▶ What the exercise asks
Could you repeat all of the entries exactly, leaving out any pictures?

►

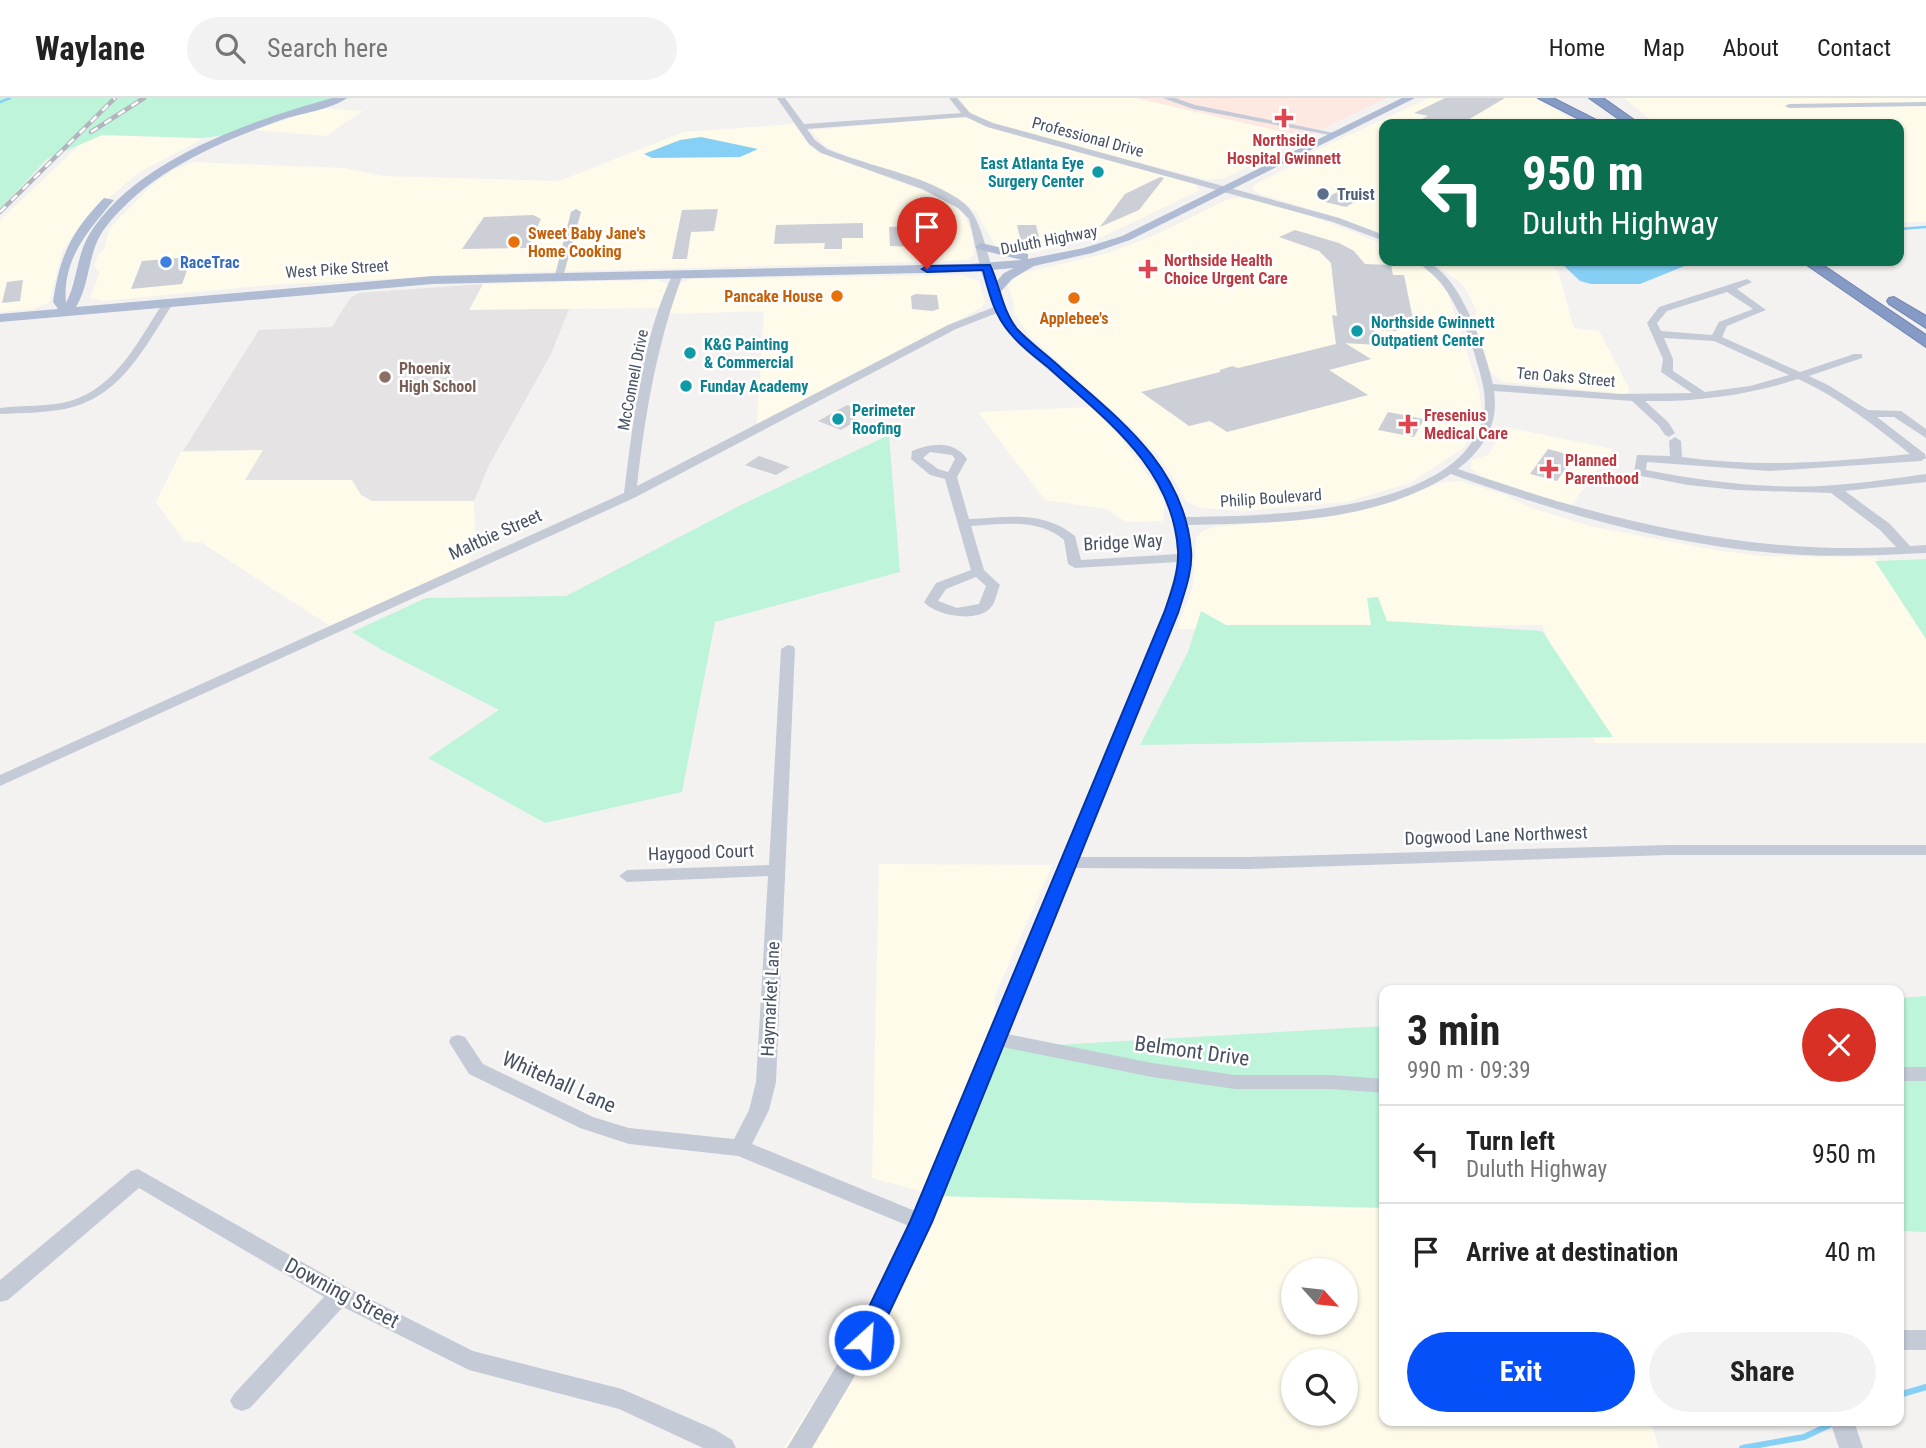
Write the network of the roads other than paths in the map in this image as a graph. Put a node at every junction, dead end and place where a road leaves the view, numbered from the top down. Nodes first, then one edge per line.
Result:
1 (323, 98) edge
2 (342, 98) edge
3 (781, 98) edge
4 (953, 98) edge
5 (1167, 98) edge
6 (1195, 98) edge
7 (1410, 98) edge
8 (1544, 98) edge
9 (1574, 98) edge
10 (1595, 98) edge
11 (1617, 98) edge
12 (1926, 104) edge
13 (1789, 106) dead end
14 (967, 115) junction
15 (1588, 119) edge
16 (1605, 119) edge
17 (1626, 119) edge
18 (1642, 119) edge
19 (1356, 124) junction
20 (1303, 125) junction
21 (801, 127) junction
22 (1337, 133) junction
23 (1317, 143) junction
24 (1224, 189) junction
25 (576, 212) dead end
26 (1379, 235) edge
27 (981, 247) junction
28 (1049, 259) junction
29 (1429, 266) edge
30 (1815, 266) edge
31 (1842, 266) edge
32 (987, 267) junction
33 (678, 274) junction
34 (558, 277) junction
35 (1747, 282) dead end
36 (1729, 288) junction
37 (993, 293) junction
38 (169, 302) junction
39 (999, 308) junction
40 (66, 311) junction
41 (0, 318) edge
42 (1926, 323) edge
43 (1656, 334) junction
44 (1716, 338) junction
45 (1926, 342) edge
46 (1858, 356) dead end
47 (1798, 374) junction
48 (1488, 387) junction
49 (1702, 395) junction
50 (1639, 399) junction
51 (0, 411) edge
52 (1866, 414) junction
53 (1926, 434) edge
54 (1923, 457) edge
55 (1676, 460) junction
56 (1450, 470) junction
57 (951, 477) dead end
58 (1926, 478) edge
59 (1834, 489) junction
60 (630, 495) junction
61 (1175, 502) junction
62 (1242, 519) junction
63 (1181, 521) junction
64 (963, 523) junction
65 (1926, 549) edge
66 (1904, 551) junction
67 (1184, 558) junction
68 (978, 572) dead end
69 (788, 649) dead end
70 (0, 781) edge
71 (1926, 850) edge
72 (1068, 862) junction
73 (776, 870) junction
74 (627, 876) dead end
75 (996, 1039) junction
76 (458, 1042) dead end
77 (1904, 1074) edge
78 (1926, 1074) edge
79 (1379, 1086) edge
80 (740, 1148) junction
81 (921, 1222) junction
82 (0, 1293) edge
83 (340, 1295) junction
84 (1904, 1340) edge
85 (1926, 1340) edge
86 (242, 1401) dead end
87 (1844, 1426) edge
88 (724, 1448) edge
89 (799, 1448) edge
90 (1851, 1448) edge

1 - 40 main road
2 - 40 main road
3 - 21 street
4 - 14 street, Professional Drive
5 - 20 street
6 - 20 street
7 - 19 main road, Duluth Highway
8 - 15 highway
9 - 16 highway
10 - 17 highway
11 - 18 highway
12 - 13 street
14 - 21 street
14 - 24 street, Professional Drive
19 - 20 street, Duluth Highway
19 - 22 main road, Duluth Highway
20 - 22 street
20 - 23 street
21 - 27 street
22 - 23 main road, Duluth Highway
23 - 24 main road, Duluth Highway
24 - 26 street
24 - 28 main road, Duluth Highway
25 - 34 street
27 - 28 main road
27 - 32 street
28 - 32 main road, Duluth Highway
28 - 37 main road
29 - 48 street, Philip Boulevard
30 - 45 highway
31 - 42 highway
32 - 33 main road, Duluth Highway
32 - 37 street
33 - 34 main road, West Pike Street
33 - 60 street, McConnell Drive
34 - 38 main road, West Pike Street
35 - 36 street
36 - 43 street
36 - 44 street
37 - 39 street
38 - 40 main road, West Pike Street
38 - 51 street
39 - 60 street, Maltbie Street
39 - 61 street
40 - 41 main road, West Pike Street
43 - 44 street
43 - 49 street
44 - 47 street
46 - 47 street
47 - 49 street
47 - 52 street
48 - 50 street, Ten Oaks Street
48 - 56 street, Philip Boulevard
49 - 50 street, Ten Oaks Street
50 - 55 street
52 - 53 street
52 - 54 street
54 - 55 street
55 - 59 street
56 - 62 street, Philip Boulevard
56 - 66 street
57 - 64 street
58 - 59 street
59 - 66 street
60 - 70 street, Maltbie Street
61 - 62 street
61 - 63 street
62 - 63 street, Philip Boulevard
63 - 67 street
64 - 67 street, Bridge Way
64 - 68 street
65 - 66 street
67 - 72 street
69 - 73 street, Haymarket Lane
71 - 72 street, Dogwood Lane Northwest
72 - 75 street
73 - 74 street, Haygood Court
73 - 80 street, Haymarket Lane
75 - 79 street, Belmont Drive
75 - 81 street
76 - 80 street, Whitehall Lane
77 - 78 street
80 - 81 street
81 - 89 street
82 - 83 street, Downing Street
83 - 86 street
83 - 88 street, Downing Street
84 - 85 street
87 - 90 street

◄

▶ Solution to this problem
Write the network of the roads other than paths in the map in this image as a graph. Put a node at every junction, dead end and place where a road leaves the view, numbered from the top down. Nodes first, then one edge per line.
Result:
1 (323, 98) edge
2 (342, 98) edge
3 (781, 98) edge
4 (953, 98) edge
5 (1167, 98) edge
6 (1195, 98) edge
7 (1410, 98) edge
8 (1544, 98) edge
9 (1574, 98) edge
10 (1595, 98) edge
11 (1617, 98) edge
12 (1926, 104) edge
13 (1789, 106) dead end
14 (967, 115) junction
15 (1588, 119) edge
16 (1605, 119) edge
17 (1626, 119) edge
18 (1642, 119) edge
19 (1356, 124) junction
20 (1303, 125) junction
21 (801, 127) junction
22 (1337, 133) junction
23 (1317, 143) junction
24 (1224, 189) junction
25 (576, 212) dead end
26 (1379, 235) edge
27 (981, 247) junction
28 (1049, 259) junction
29 (1429, 266) edge
30 (1815, 266) edge
31 (1842, 266) edge
32 (987, 267) junction
33 (678, 274) junction
34 (558, 277) junction
35 (1747, 282) dead end
36 (1729, 288) junction
37 (993, 293) junction
38 (169, 302) junction
39 (999, 308) junction
40 (66, 311) junction
41 (0, 318) edge
42 (1926, 323) edge
43 (1656, 334) junction
44 (1716, 338) junction
45 (1926, 342) edge
46 (1858, 356) dead end
47 (1798, 374) junction
48 (1488, 387) junction
49 (1702, 395) junction
50 (1639, 399) junction
51 (0, 411) edge
52 (1866, 414) junction
53 (1926, 434) edge
54 (1923, 457) edge
55 (1676, 460) junction
56 (1450, 470) junction
57 (951, 477) dead end
58 (1926, 478) edge
59 (1834, 489) junction
60 (630, 495) junction
61 (1175, 502) junction
62 (1242, 519) junction
63 (1181, 521) junction
64 (963, 523) junction
65 (1926, 549) edge
66 (1904, 551) junction
67 (1184, 558) junction
68 (978, 572) dead end
69 (788, 649) dead end
70 (0, 781) edge
71 (1926, 850) edge
72 (1068, 862) junction
73 (776, 870) junction
74 (627, 876) dead end
75 (996, 1039) junction
76 (458, 1042) dead end
77 (1904, 1074) edge
78 (1926, 1074) edge
79 (1379, 1086) edge
80 (740, 1148) junction
81 (921, 1222) junction
82 (0, 1293) edge
83 (340, 1295) junction
84 (1904, 1340) edge
85 (1926, 1340) edge
86 (242, 1401) dead end
87 (1844, 1426) edge
88 (724, 1448) edge
89 (799, 1448) edge
90 (1851, 1448) edge

1 - 40 main road
2 - 40 main road
3 - 21 street
4 - 14 street, Professional Drive
5 - 20 street
6 - 20 street
7 - 19 main road, Duluth Highway
8 - 15 highway
9 - 16 highway
10 - 17 highway
11 - 18 highway
12 - 13 street
14 - 21 street
14 - 24 street, Professional Drive
19 - 20 street, Duluth Highway
19 - 22 main road, Duluth Highway
20 - 22 street
20 - 23 street
21 - 27 street
22 - 23 main road, Duluth Highway
23 - 24 main road, Duluth Highway
24 - 26 street
24 - 28 main road, Duluth Highway
25 - 34 street
27 - 28 main road
27 - 32 street
28 - 32 main road, Duluth Highway
28 - 37 main road
29 - 48 street, Philip Boulevard
30 - 45 highway
31 - 42 highway
32 - 33 main road, Duluth Highway
32 - 37 street
33 - 34 main road, West Pike Street
33 - 60 street, McConnell Drive
34 - 38 main road, West Pike Street
35 - 36 street
36 - 43 street
36 - 44 street
37 - 39 street
38 - 40 main road, West Pike Street
38 - 51 street
39 - 60 street, Maltbie Street
39 - 61 street
40 - 41 main road, West Pike Street
43 - 44 street
43 - 49 street
44 - 47 street
46 - 47 street
47 - 49 street
47 - 52 street
48 - 50 street, Ten Oaks Street
48 - 56 street, Philip Boulevard
49 - 50 street, Ten Oaks Street
50 - 55 street
52 - 53 street
52 - 54 street
54 - 55 street
55 - 59 street
56 - 62 street, Philip Boulevard
56 - 66 street
57 - 64 street
58 - 59 street
59 - 66 street
60 - 70 street, Maltbie Street
61 - 62 street
61 - 63 street
62 - 63 street, Philip Boulevard
63 - 67 street
64 - 67 street, Bridge Way
64 - 68 street
65 - 66 street
67 - 72 street
69 - 73 street, Haymarket Lane
71 - 72 street, Dogwood Lane Northwest
72 - 75 street
73 - 74 street, Haygood Court
73 - 80 street, Haymarket Lane
75 - 79 street, Belmont Drive
75 - 81 street
76 - 80 street, Whitehall Lane
77 - 78 street
80 - 81 street
81 - 89 street
82 - 83 street, Downing Street
83 - 86 street
83 - 88 street, Downing Street
84 - 85 street
87 - 90 street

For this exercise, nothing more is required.